Re: External USB disks not recognized with v6.1.8 when using Xen
From: Christian Kujau
Date: Tue Jan 31 2023 - 17:50:54 EST
[Leaving the full quote below for reference and adding more appropriate people.]
After a far too long round of git-bisect I narrowed it down to:
c1c59538337ab6d45700cb4a1c9725e67f59bc6e is the first bad commit
x86/pat: Fix pat_x_mtrr_type() for MTRR disabled case
commit 90b926e68f500844dff16b5bcea178dc55cf580a upstream.

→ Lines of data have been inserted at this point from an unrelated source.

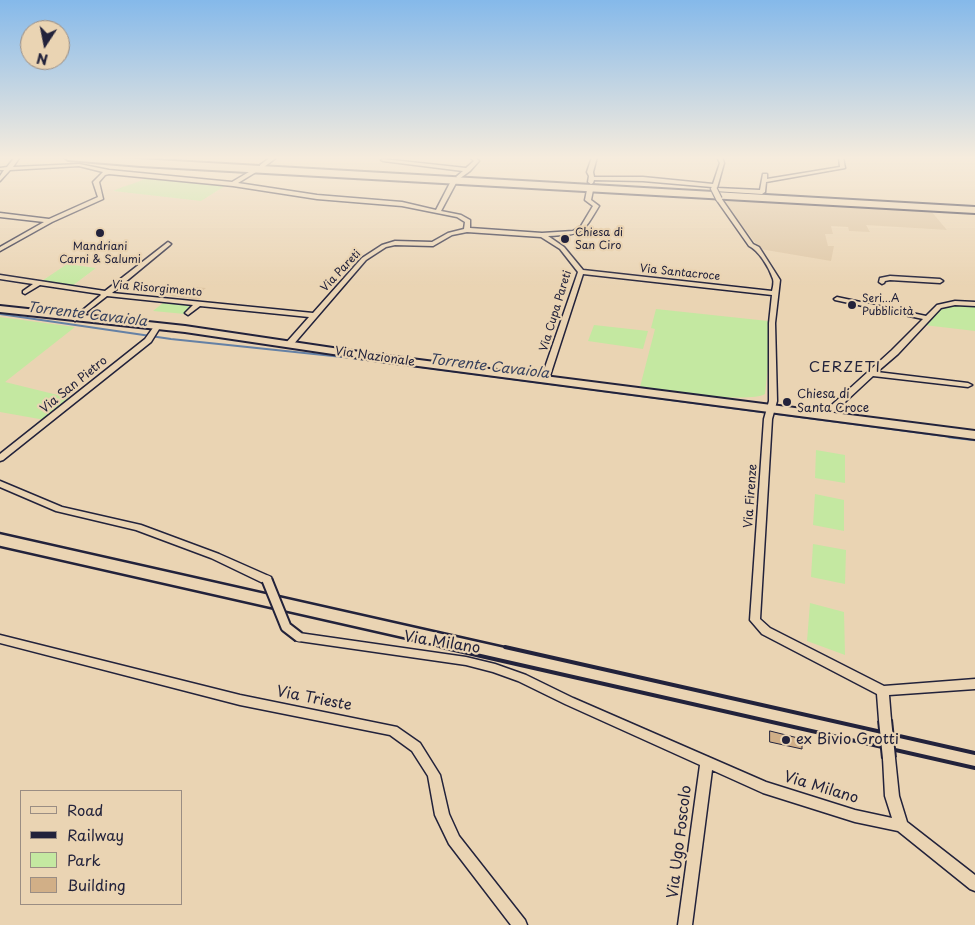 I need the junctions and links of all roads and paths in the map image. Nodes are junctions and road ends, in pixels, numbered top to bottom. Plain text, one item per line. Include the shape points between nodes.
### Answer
1 (96, 200) edge
2 (370, 200) edge
3 (444, 200) edge
4 (588, 200) edge
5 (720, 200) edge
6 (828, 200) edge
7 (839, 200) edge
8 (975, 208) edge
9 (438, 211) junction
10 (0, 215) edge
11 (50, 221) junction
12 (467, 230) junction
13 (542, 235) junction
14 (168, 244) dead end
15 (0, 249) edge
16 (581, 272) junction
17 (0, 277) edge
18 (940, 281) dead end
19 (882, 282) dead end
20 (39, 283) junction
21 (25, 292) dead end
22 (776, 293) junction
23 (104, 294) junction
24 (837, 299) dead end
25 (199, 303) junction
26 (975, 304) edge
27 (0, 309) edge
28 (188, 313) dead end
29 (314, 315) junction
30 (927, 318) junction
31 (76, 319) junction
32 (156, 328) junction
33 (289, 344) junction
34 (872, 374) junction
35 (545, 379) junction
36 (968, 385) dead end
37 (772, 411) junction
38 (827, 414) junction
39 (975, 435) edge
40 (0, 458) edge
41 (0, 484) edge
42 (267, 580) joint
43 (299, 637) joint
44 (0, 639) edge
45 (975, 684) edge
46 (884, 691) junction
47 (707, 763) junction
48 (901, 826) junction
49 (975, 884) edge
50 (520, 925) edge
51 (685, 925) edge

1 - 11 street
2 - 9 street
3 - 9 street
4 - 13 street, Via Pareti via 596,206 583,227 574,233
5 - 22 street via 767,262 777,280
6 - 8 highway
7 - 8 highway
9 - 12 street via 468,220
10 - 11 street
11 - 15 street
12 - 13 street, Via Pareti
12 - 29 street, Via Pareti via 450,234 433,244 395,243 378,248
13 - 16 street, Via Cupa Pareti via 562,248
14 - 23 street
16 - 22 street, Via Santacroce
16 - 35 street, Via Cupa Pareti
17 - 20 street, Via Risorgimento
18 - 19 street via 890,278 882,279
20 - 21 street
20 - 23 street, Via Risorgimento
22 - 37 street
23 - 25 street, Via Risorgimento
23 - 31 street
24 - 30 street
25 - 28 street
25 - 29 street, Via Risorgimento
26 - 30 street via 943,304
27 - 31 main road, Via Nazionale
29 - 33 street, Via Pareti
30 - 34 street
31 - 32 main road, Via Nazionale
32 - 33 main road, Via Nazionale
32 - 40 street, Via San Pietro via 148,340
33 - 35 main road, Via Nazionale
34 - 36 street
34 - 38 street
35 - 37 main road, Via Nazionale
37 - 38 main road, Via Nazionale
37 - 46 street, Via Firenze via 755,620 766,631
38 - 39 main road, Via Nazionale
41 - 42 street, Via Milano via 59,509 138,527
42 - 43 street, Via Milano, bridge via 286,627
43 - 47 street, Via Milano via 495,668
44 - 50 street, Via Trieste via 240,700 393,731 416,747 434,775 442,815 454,840
45 - 46 street
46 - 48 street, bridge via 892,796
47 - 48 street, Via Milano via 772,790 855,816
47 - 51 street, Via Ugo Foscolo
48 - 49 street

And indeed, reverting this single commit from v6.1.8 (stable) makes the
disks appear again.
TL;DR: with v6.1.8 in Xen Dom0 mode (i.e. the Xen host itself) the
external disk enclosure attached via USB is not being recognized. When
booted *without* Xen, the disks show up just fine.
Details with dmesg and lsusb outputs:
https://nerdbynature.de/bits/usb_v6.1.8/
Thanks Thorsten for the localmodconfig hint, I've tried that before, but
the thing just did not want to boot, so I manually cut down on options,
but it's still ~12 minutes per compile, ccache helped a bit in the end.
Thanks for reading,
Christian.
On Mon, 30 Jan 2023, Linux kernel regression tracking (#adding) wrote:
> [TLDR: I'm adding this report to the list of tracked Linux kernel
> regressions; the text you find below is based on a few templates
> paragraphs you might have encountered already in similar form.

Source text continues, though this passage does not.